FUNDING MICROFINANCE TECHNOLOGY A wide range of technologies are available to help microfinance providers improve efficiency, track operations more accurately, increase transparency, and reach new customers. Yet the majority of microfinance institutions struggle to select the right technologies and get the most from their investments. Donors should be realistic about what technology can achieve. In addition to providing funds, donors should ensure that microfinance providers follow good investment and management principles when choosing and implementing new technologies. What technologies are used in microfinance? Information systems (IS) technology helps microfinance institutions (MFIs) track, analyze, and report on their operations. Small MFIs may manage with manual ledgers or spreadsheets, but most MFIs eventually need custom-built or commercially-available IS software to track financial transactions and create reports for management, donors, and regulators. IS technology can also include handheld computers that record client information, scoring techniques that analyze data to predict customer behavior, and connectivity technologies that transmit data among staff and branches, such as broadband or VSAT (a wireless data connection via satellite). Large MFIs and banks sometimes use non-traditional delivery technologies, such as automated teller machines (ATMs), point-of-sale (POS) networks (devices in retail outlets which use debit/credit cards to facilitate electronic payments and transactions), and mobile phone banking. These technologies allow customers to make payments, transfers, cash withdrawals, and cash deposits outside branch offices. Although new delivery technologies have the potential to reduce the cost of serving the poor, in many countries they have not yet proven as cost-effective as more conventional operations.
What principles should MFIs follow when implementing technology? Implementing a new system or delivery technology usually requires fundamental changes in the MFI's business and significant planning. Start with a business strategy. Technology will not solve deficiencies in an MFI's business strategy or operational processes. Before beginning any technology planning, the organization must be clear on its mission, goals, and especially operational procedures.
Remember business fundamentals. MFIs should treat technology like any other investment: returns on investment should be calculated and measured against complete costs. The technology must deliver clear value added to all users, including customers, staff and management. Management is key.
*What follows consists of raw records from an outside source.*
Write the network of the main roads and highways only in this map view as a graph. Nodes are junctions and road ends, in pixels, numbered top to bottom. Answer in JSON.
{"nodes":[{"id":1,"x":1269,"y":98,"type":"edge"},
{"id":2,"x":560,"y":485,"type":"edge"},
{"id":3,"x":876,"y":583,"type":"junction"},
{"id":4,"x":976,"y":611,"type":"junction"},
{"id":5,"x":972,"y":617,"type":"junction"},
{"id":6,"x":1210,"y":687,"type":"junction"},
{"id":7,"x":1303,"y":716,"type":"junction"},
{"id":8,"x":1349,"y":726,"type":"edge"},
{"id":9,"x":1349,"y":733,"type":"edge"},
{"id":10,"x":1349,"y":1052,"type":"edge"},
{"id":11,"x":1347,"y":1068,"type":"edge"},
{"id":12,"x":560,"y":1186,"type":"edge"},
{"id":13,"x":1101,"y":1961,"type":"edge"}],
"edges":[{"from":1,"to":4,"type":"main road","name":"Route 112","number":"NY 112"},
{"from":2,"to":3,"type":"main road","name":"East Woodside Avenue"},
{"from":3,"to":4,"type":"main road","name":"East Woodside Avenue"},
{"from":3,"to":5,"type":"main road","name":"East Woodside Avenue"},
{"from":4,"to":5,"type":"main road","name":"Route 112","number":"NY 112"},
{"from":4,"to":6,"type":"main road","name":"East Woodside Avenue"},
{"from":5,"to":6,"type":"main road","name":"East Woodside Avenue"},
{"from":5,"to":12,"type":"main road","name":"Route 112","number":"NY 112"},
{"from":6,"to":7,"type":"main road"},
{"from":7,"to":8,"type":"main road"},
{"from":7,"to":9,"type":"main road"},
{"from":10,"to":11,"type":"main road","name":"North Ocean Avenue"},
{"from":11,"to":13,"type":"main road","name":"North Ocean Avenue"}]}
Like any other project, technology implementation should enjoy clear management support, involve stakeholders at all levels, be planned meticulously (with milestones and performance targets), and include a budget for ongoing costs as well as any unexpected additional costs. Specialized consultants can be valuable in helping to manage the project and acting as an intermediary with vendors. How should donors support MFIs that are using technology to improve operations? Donors supporting individual MFI technology initiatives should follow these principles:
In some microfinance markets, the best way for donors to support the use of technology may be to fund industry-level technology initiatives, such as building the capacity of local IT firms or programs that teach the poor how to use ATM, debit, and credit cards. Subsidizing the public good aspects of technology for microfinance distributes benefits among all MFIs in the market and can advance the goal of integrating the poor into mainstream financial systems. Author: Gautam Ivatury and Nicole Pasricha, with input from CGAP staff. Where to go for more information: Andrew Mainhart, "Management Information Systems for Microfinance: An Evaluation Framework" (Washington, DC: USAID Microenterprise Best Practices Project, 1999); Normand Arsenault, "Answering the Top Five Myths about Selecting Software for Microfinance Institutions," http://www.microfinancegateway.org/content/article/detail/3812; Charles Waterfield and Nick Ramsing, "Management Information Systems for Microfinance Institutions: A Handbook," CGAP Technical Tool No. 1 (Washington, DC: CGAP, 1998); CGAP Microfinance Technology Program, "Technology Investment Decisions: 10 Key Questions" (http://www.microfinancegateway.org/resource_centers/technology/), CGAP "IT Innovation Series" (www.cgap.org/ publications/microfinance_technology.html), and "CGAP IS Process Guidelines" (http://www.microfinancegateway.org/resource_centers/technology/). Web sites: www.microfinancegateway.org/resource_centers/technology/; www.isfund.org.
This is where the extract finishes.